• To do:
Looking through the listing that follows, count the lines that contain "Left" and give only that number.

• Given data:
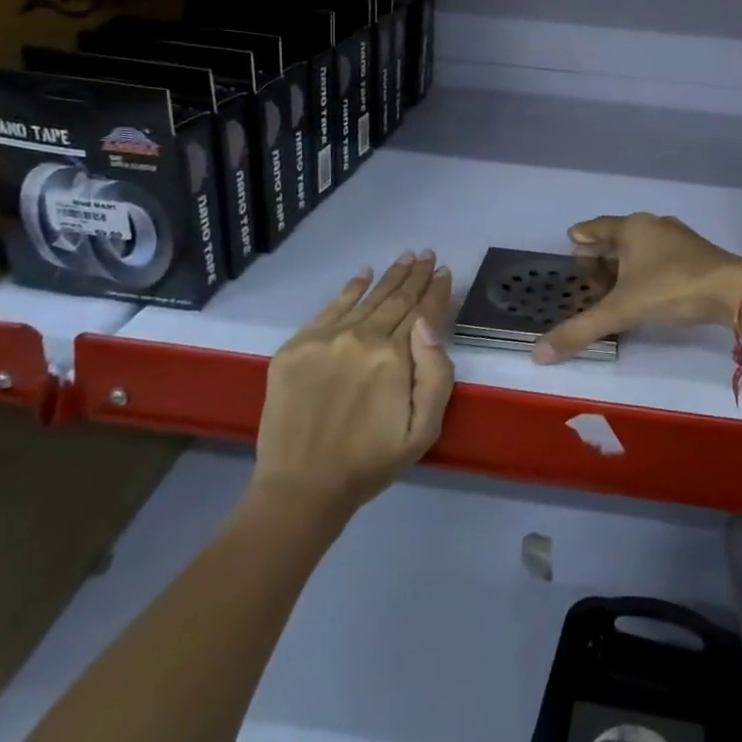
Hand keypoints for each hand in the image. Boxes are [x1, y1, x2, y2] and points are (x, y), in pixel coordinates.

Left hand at [250, 251, 455, 519]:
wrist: (300, 488)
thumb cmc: (370, 462)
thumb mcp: (424, 430)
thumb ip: (436, 373)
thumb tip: (427, 322)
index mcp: (395, 357)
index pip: (423, 312)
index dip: (436, 291)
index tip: (443, 272)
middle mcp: (362, 337)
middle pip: (397, 299)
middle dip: (415, 275)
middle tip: (427, 254)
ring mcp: (326, 338)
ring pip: (367, 298)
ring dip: (390, 276)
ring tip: (405, 257)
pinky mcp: (297, 346)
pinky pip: (330, 307)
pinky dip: (351, 288)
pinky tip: (364, 273)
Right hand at [533, 214, 741, 363]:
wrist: (733, 291)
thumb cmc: (671, 288)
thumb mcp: (622, 311)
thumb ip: (580, 330)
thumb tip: (538, 354)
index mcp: (632, 228)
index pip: (598, 227)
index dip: (582, 235)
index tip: (570, 240)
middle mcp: (653, 226)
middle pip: (619, 235)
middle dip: (602, 250)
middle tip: (585, 266)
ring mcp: (678, 239)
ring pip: (642, 246)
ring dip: (625, 260)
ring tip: (612, 279)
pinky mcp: (696, 255)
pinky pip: (660, 256)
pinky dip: (645, 268)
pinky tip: (645, 287)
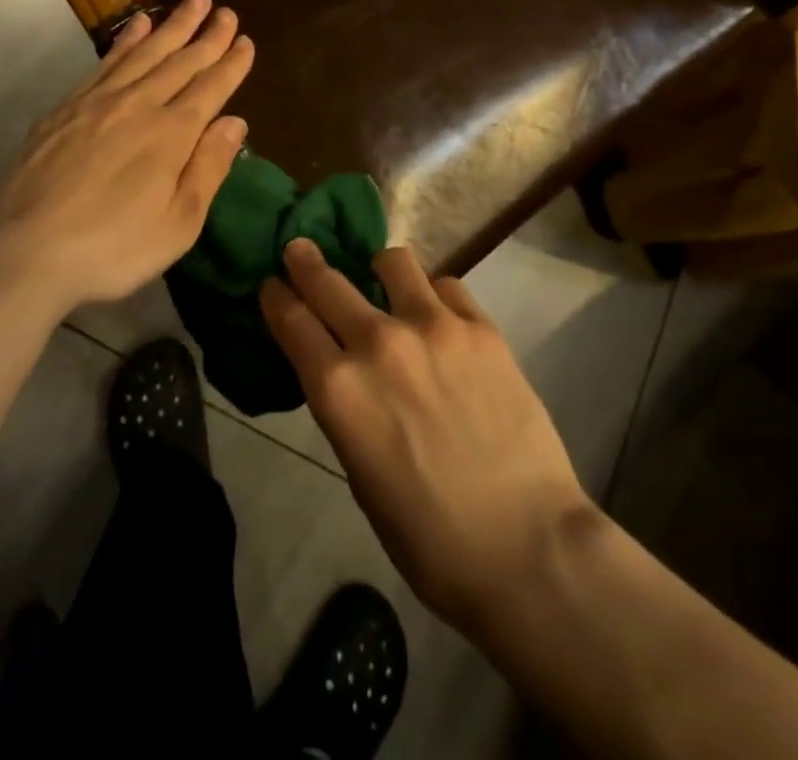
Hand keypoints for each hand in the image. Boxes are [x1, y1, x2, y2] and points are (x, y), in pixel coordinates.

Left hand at [0, 0, 253, 319]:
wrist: (24, 251)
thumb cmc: (112, 248)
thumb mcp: (178, 224)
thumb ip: (208, 168)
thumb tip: (235, 122)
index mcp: (172, 134)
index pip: (211, 88)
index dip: (231, 64)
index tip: (246, 41)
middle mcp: (139, 105)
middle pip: (180, 61)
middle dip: (207, 35)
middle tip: (226, 10)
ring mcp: (98, 101)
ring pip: (145, 52)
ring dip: (172, 25)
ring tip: (193, 1)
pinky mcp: (66, 107)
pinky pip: (106, 62)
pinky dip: (126, 40)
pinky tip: (137, 25)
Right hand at [261, 240, 596, 632]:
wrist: (526, 547)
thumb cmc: (429, 537)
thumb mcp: (360, 474)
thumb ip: (347, 408)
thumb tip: (344, 372)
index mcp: (338, 389)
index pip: (291, 319)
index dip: (275, 295)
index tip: (271, 283)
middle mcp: (378, 343)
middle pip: (326, 280)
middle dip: (304, 261)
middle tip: (301, 250)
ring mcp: (433, 327)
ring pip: (392, 262)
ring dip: (379, 271)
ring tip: (388, 286)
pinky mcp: (481, 328)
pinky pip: (446, 286)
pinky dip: (434, 296)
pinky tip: (441, 319)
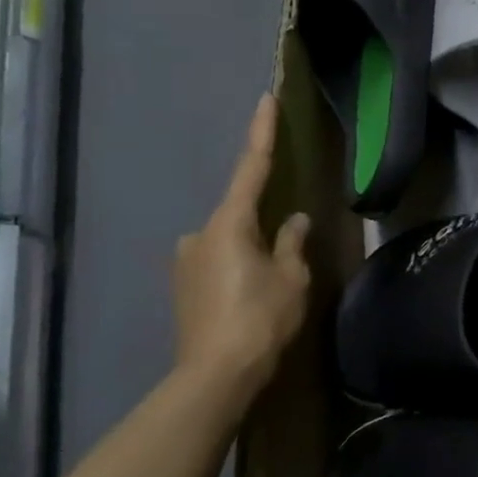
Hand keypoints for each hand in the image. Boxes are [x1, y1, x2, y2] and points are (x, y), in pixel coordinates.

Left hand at [172, 95, 310, 426]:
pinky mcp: (182, 288)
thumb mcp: (291, 278)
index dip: (262, 132)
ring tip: (270, 284)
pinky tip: (250, 296)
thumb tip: (295, 220)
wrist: (214, 377)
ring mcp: (185, 262)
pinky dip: (235, 267)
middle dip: (262, 220)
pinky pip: (216, 262)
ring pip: (227, 240)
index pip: (252, 167)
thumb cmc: (260, 319)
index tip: (266, 99)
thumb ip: (292, 242)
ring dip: (248, 249)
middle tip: (286, 249)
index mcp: (229, 223)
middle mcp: (199, 234)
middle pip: (238, 212)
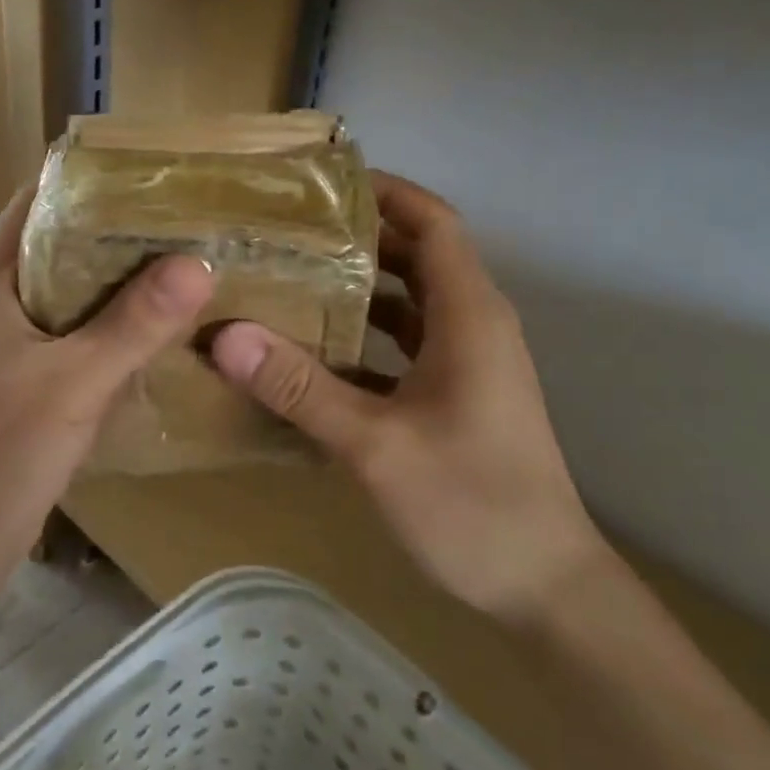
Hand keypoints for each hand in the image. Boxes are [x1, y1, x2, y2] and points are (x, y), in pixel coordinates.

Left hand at [0, 185, 214, 544]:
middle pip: (57, 242)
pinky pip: (72, 327)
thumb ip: (137, 322)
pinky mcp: (23, 372)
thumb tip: (198, 263)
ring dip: (115, 278)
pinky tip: (153, 323)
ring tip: (177, 262)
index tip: (147, 175)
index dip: (87, 183)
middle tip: (178, 219)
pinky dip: (108, 319)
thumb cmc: (10, 445)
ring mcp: (7, 338)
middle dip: (113, 230)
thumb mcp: (80, 378)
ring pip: (68, 288)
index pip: (35, 203)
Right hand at [210, 171, 611, 625]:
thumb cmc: (471, 505)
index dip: (383, 191)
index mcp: (469, 316)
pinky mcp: (455, 397)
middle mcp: (473, 326)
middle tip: (283, 230)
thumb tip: (225, 336)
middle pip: (416, 255)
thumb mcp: (375, 445)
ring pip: (408, 303)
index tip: (318, 182)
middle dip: (356, 236)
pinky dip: (363, 337)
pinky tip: (311, 352)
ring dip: (357, 287)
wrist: (543, 587)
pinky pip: (404, 346)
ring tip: (287, 278)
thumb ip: (301, 388)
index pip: (432, 222)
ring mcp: (467, 363)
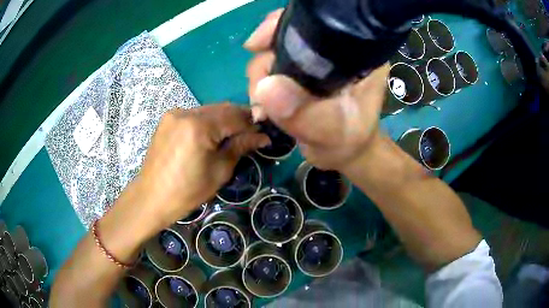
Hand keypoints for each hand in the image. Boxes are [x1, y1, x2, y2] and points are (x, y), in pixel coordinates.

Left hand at [133, 103, 269, 228]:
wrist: (151, 197)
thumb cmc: (187, 191)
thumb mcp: (219, 171)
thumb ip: (240, 147)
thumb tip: (262, 137)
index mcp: (199, 126)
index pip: (235, 117)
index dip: (252, 124)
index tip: (264, 133)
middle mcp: (186, 112)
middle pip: (222, 108)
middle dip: (239, 119)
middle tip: (251, 134)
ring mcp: (175, 114)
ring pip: (208, 110)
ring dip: (224, 120)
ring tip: (232, 136)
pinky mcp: (168, 119)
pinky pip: (195, 115)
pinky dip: (208, 122)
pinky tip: (211, 136)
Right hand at [244, 9, 388, 171]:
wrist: (343, 152)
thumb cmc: (347, 141)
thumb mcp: (330, 132)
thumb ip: (303, 114)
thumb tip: (265, 87)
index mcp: (354, 53)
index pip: (317, 24)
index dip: (282, 26)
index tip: (256, 45)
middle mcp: (334, 49)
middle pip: (286, 36)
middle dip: (265, 62)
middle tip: (260, 94)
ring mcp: (315, 59)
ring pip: (274, 52)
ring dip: (260, 78)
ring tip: (263, 108)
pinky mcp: (301, 71)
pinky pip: (271, 67)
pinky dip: (262, 85)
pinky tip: (263, 105)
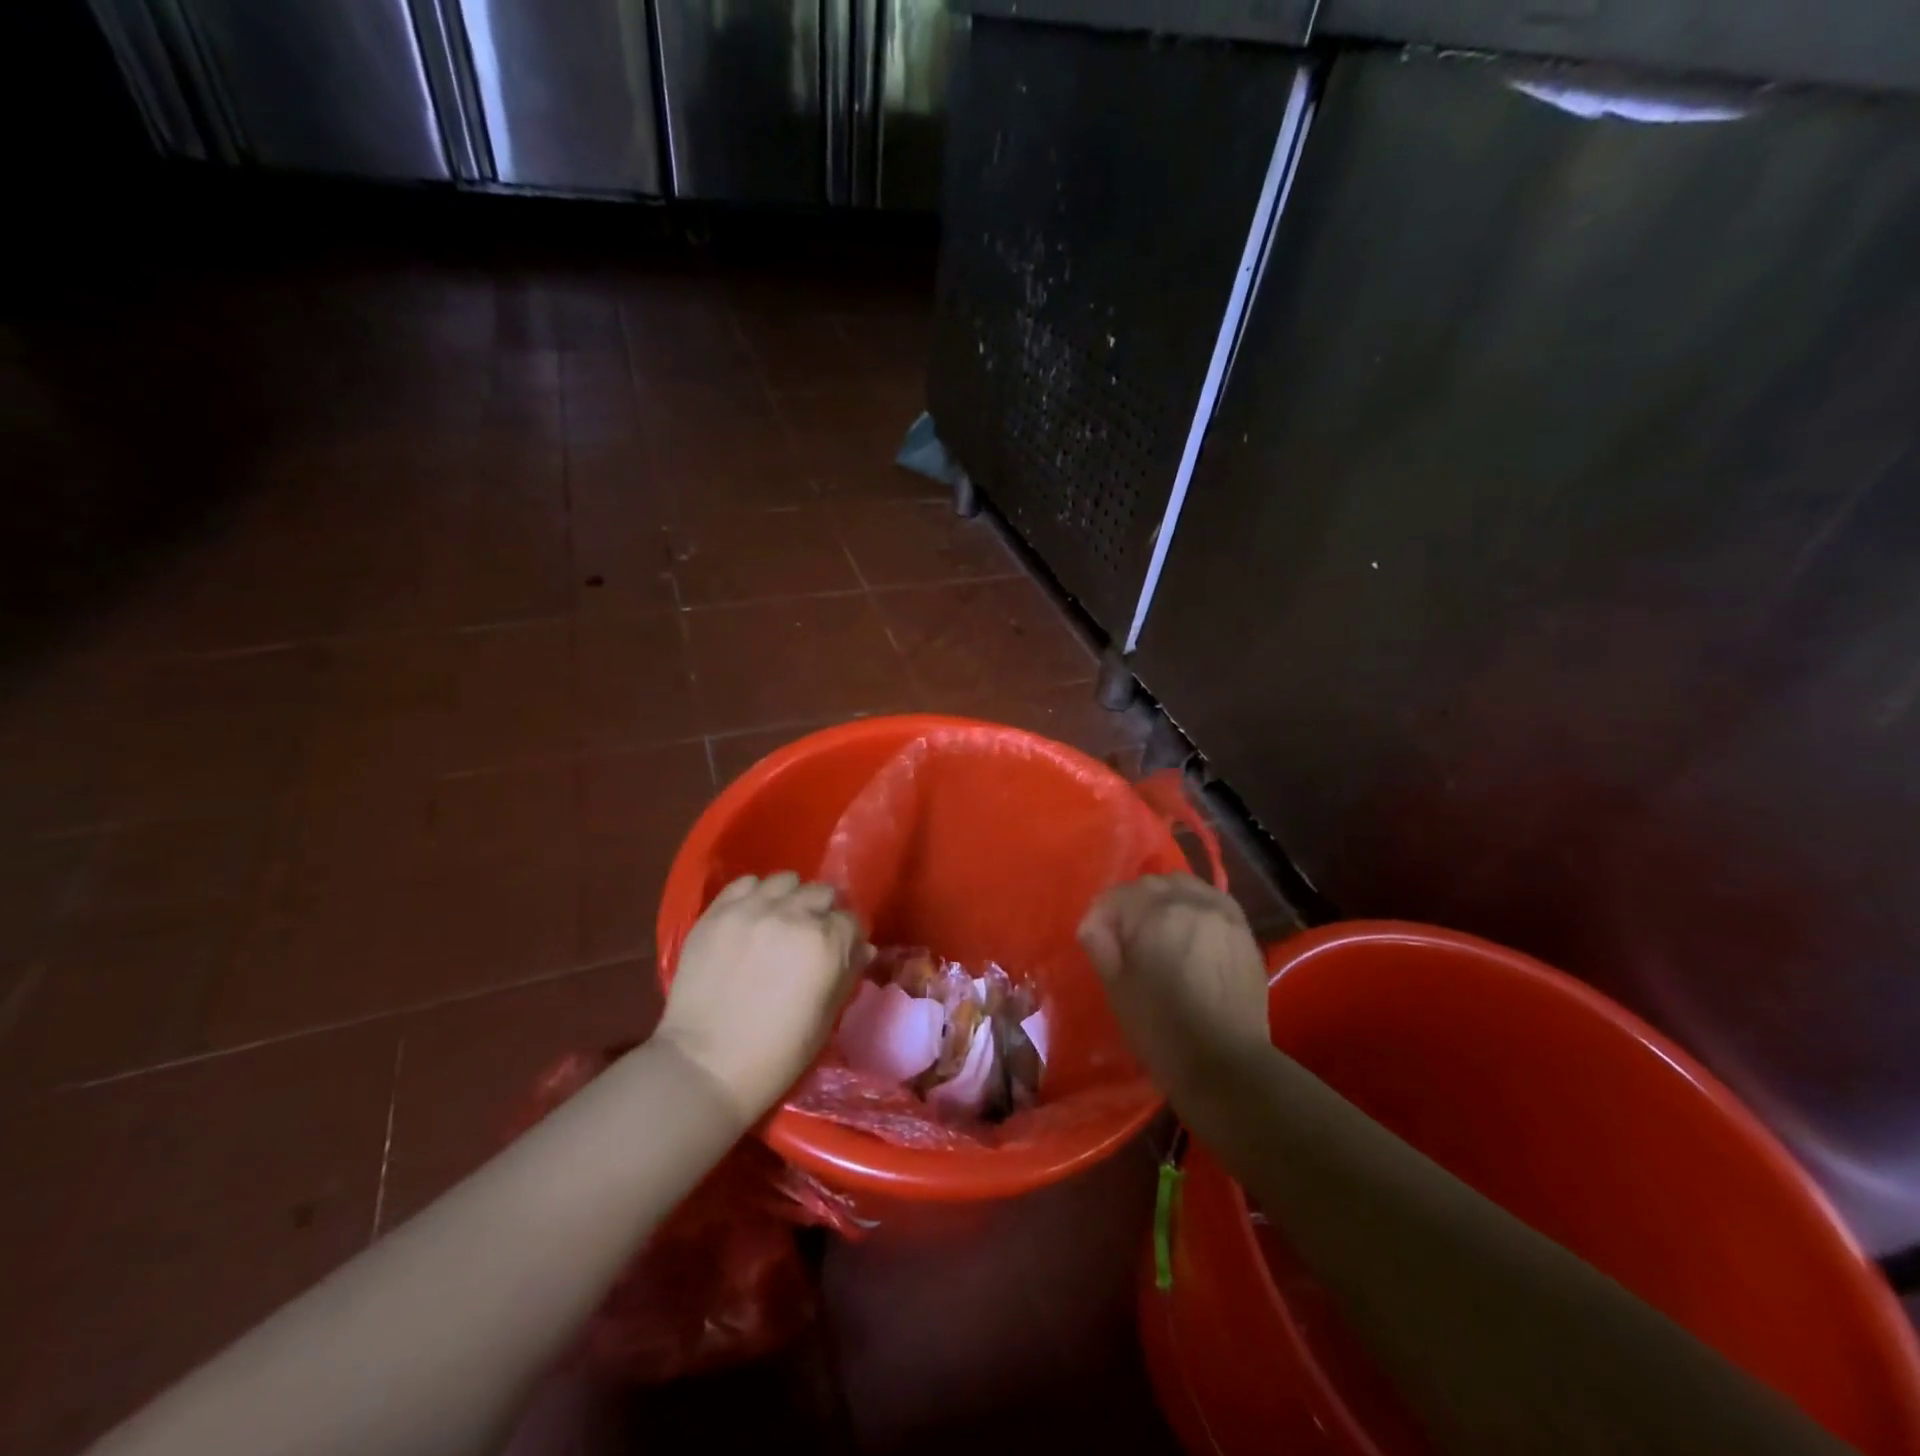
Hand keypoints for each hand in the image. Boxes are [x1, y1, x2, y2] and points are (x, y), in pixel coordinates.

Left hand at [655, 872, 868, 1123]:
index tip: (840, 951)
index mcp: (827, 943)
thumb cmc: (777, 1054)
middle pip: (822, 892)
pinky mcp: (718, 912)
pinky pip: (745, 883)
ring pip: (785, 880)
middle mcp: (794, 915)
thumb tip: (861, 948)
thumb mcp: (826, 1019)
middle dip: (822, 912)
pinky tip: (751, 917)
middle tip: (810, 937)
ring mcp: (752, 909)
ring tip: (779, 921)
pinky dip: (754, 895)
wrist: (706, 1066)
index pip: (852, 920)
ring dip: (790, 898)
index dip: (848, 937)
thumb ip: (847, 975)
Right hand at [1078, 874, 1270, 1086]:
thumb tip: (1094, 924)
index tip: (1095, 939)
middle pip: (1151, 884)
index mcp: (1156, 914)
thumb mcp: (1117, 989)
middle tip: (1124, 936)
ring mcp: (1223, 913)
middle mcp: (1192, 902)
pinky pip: (1211, 900)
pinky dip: (1194, 907)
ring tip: (1158, 930)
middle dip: (1132, 904)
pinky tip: (1188, 932)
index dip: (1100, 916)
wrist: (1226, 1065)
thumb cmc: (1161, 1031)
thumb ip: (1101, 945)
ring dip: (1165, 899)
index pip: (1116, 896)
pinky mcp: (1243, 930)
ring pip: (1184, 885)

• Task output:
6